*Your objective*
Your reply must contain the lines from the one with "thumb ip: (693, 262)" through the last line of the material, exact and complete, with no pictures and no other text.

*Exercise material*
+ + +

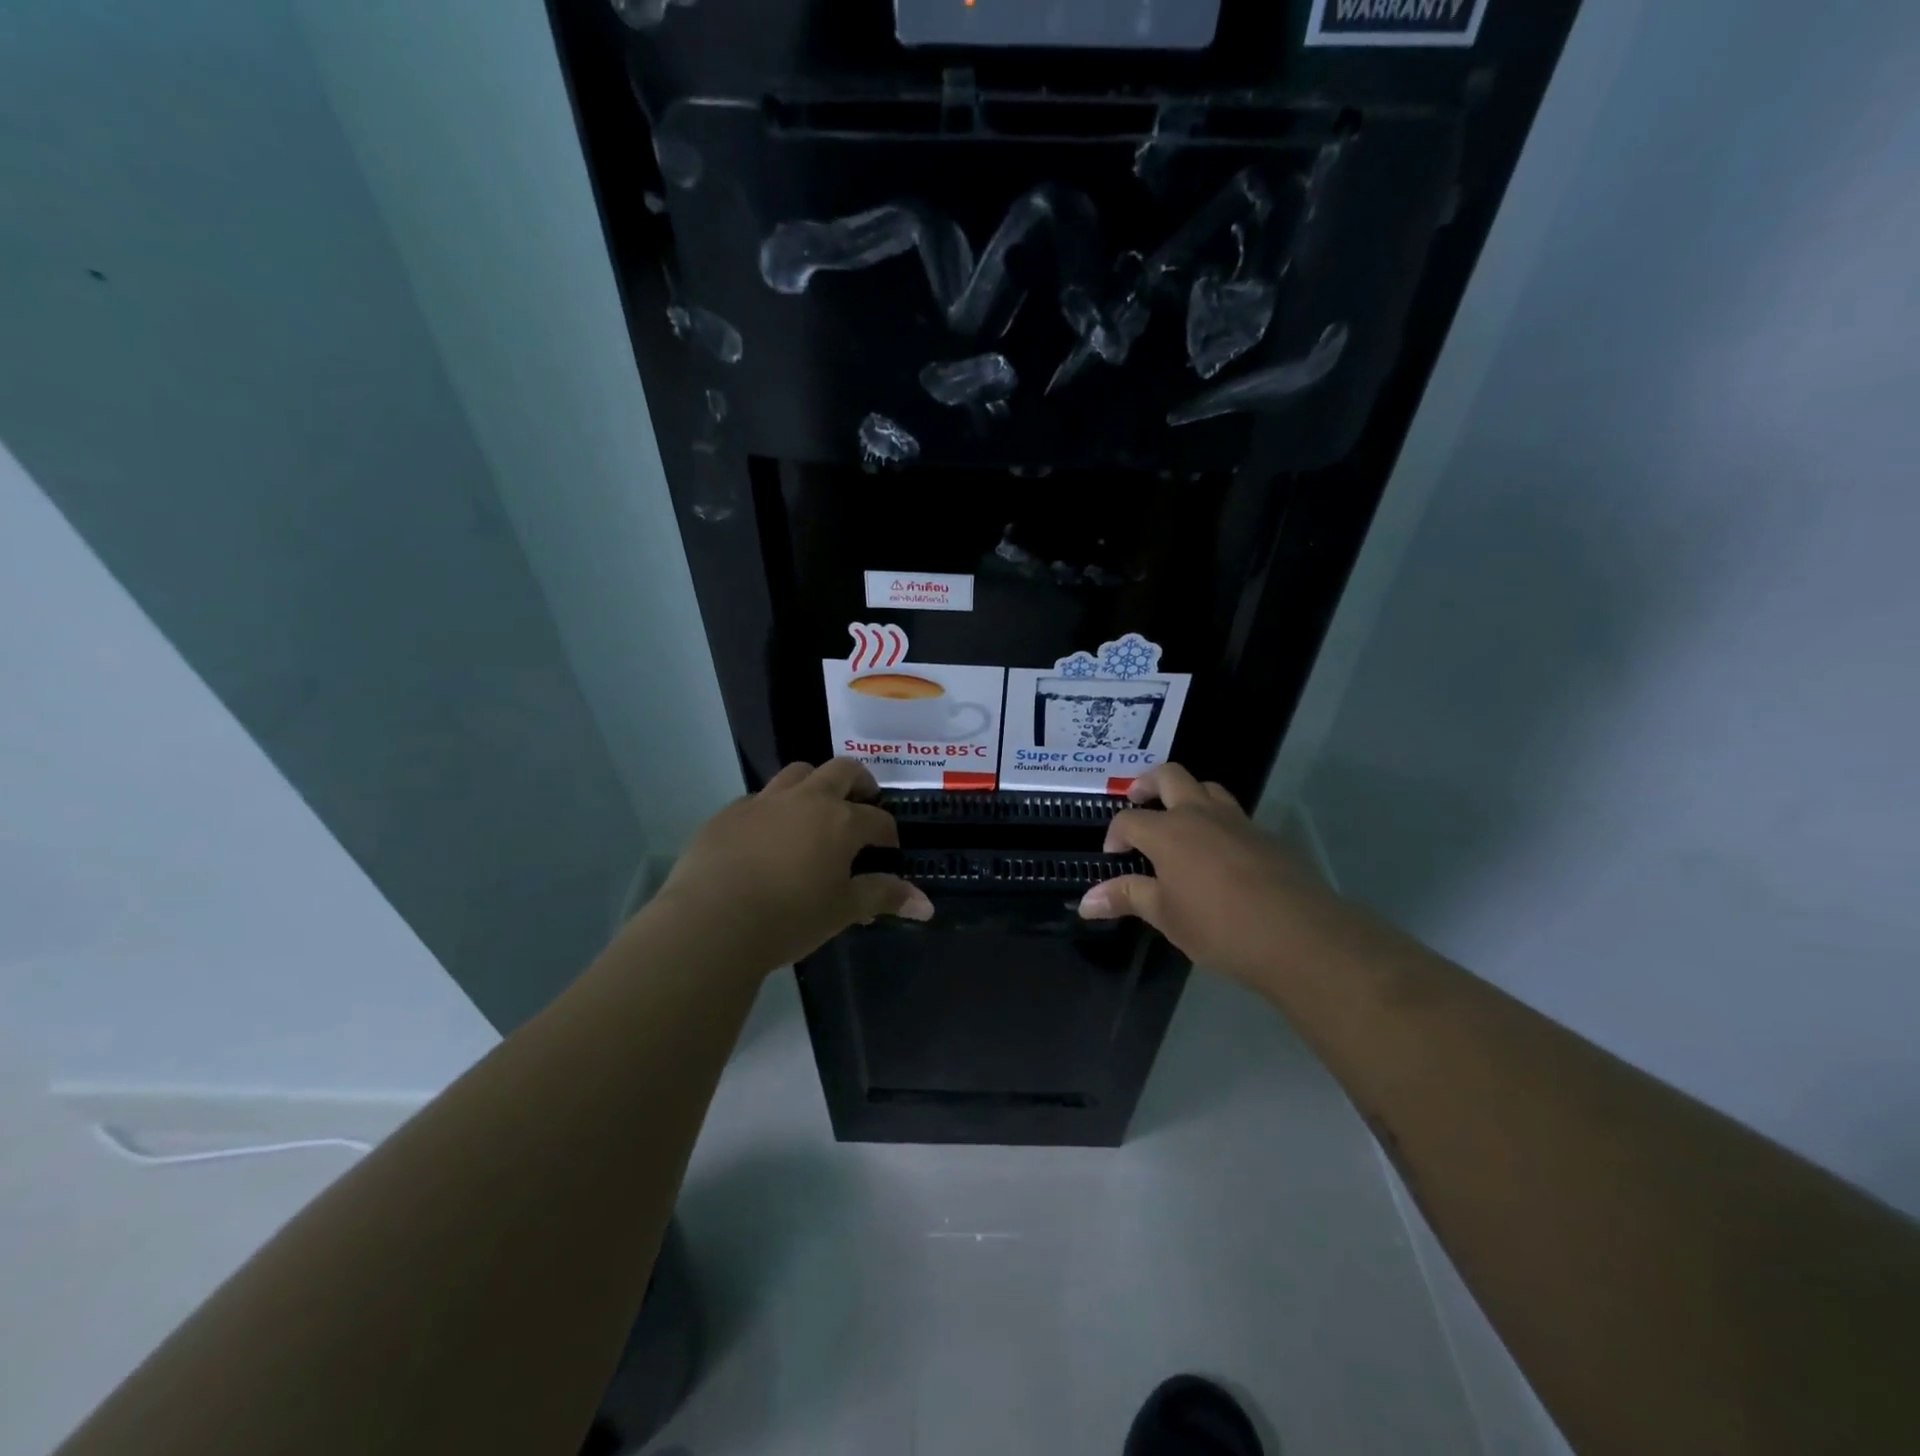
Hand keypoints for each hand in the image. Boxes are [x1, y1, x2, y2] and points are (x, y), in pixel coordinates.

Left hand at [652, 759, 932, 973]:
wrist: (712, 921)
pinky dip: (772, 809)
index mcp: (841, 821)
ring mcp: (764, 801)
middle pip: (841, 770)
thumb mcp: (843, 911)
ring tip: (815, 810)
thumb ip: (884, 897)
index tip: (889, 848)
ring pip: (797, 774)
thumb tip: (927, 905)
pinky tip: (766, 837)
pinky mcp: (729, 813)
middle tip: (862, 802)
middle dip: (858, 782)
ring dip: (814, 785)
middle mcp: (806, 800)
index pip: (877, 818)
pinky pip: (758, 799)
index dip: (888, 832)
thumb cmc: (789, 917)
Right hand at [1077, 763, 1329, 982]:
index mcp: (1168, 831)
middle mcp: (1200, 814)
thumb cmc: (1218, 926)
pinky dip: (1217, 822)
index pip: (1130, 819)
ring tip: (1178, 820)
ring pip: (1207, 788)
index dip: (1115, 833)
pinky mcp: (1265, 836)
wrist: (1297, 935)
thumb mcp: (1165, 915)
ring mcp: (1237, 821)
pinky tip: (1218, 854)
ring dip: (1187, 795)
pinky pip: (1234, 816)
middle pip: (1169, 776)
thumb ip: (1127, 898)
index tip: (1114, 856)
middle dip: (1147, 783)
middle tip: (1137, 800)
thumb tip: (1086, 901)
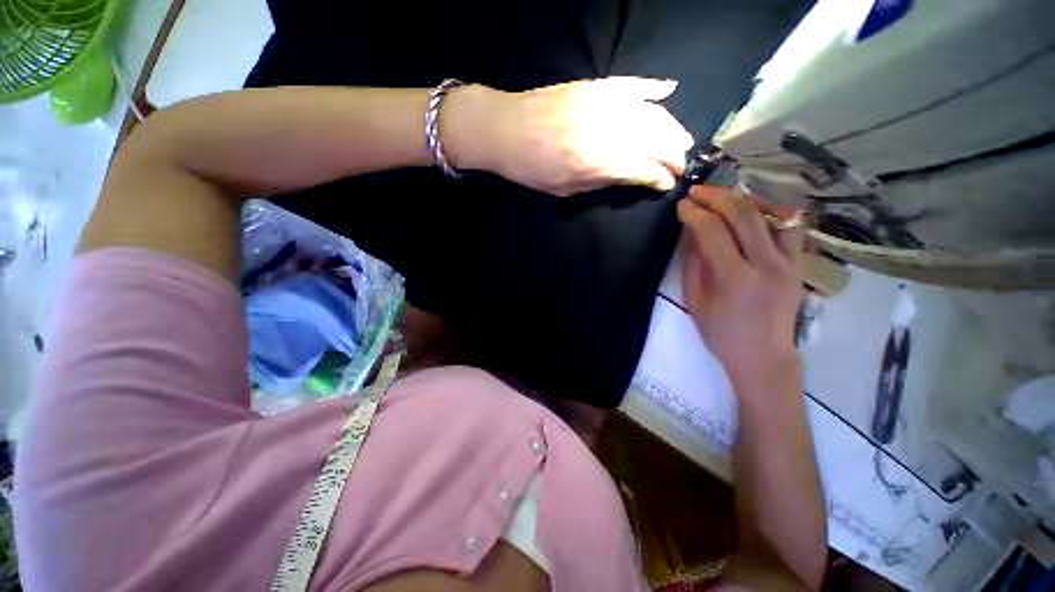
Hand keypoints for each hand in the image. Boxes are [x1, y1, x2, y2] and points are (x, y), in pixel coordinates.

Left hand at [445, 78, 693, 195]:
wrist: (499, 126)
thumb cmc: (528, 164)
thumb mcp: (564, 187)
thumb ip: (604, 182)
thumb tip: (637, 177)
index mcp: (594, 160)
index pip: (644, 168)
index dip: (661, 177)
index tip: (668, 183)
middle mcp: (604, 129)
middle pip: (655, 141)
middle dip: (673, 155)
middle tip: (680, 165)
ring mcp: (600, 102)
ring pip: (650, 113)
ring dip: (672, 127)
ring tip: (682, 139)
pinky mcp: (593, 85)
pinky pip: (630, 84)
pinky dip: (651, 87)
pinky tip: (669, 89)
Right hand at [677, 186, 804, 392]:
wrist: (766, 360)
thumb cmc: (726, 338)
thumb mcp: (697, 305)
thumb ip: (693, 262)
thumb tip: (692, 227)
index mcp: (736, 280)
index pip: (713, 230)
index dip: (695, 212)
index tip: (683, 206)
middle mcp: (765, 265)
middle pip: (743, 212)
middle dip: (716, 195)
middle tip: (699, 192)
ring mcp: (787, 263)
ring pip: (771, 212)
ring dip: (746, 199)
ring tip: (729, 199)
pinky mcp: (797, 265)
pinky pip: (788, 227)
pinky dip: (771, 214)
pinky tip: (756, 214)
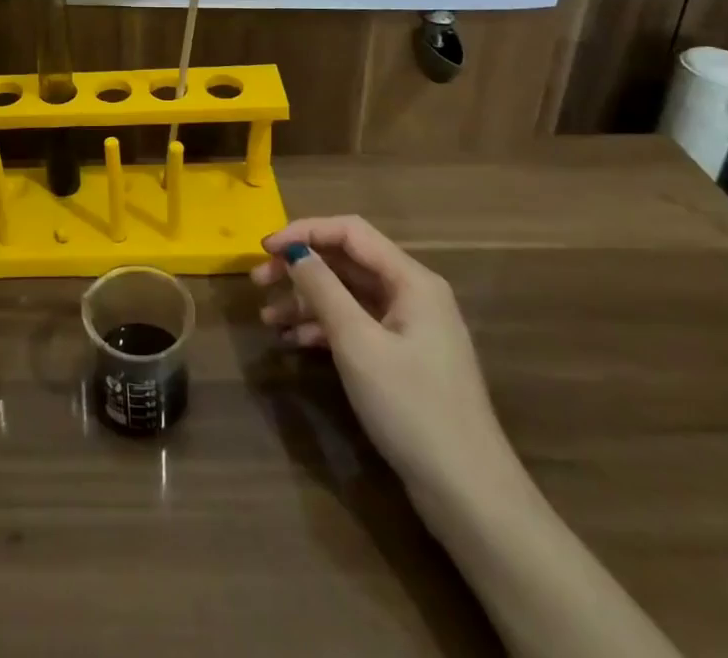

+ + +

*Answer for the task*
thumb ip: (693, 262)
thumb tip: (692, 227)
index mcp: (736, 280)
index pip: (713, 230)
index dip: (695, 212)
index tip: (683, 206)
middle mcp: (765, 265)
middle pip: (743, 212)
middle dip: (716, 195)
middle tip: (699, 192)
ring mcp: (787, 263)
ring pip: (771, 212)
ring dip: (746, 199)
ring tip: (729, 199)
pinky mcp: (797, 265)
pinky pip: (788, 227)
pinky dip: (771, 214)
pinky tip: (756, 214)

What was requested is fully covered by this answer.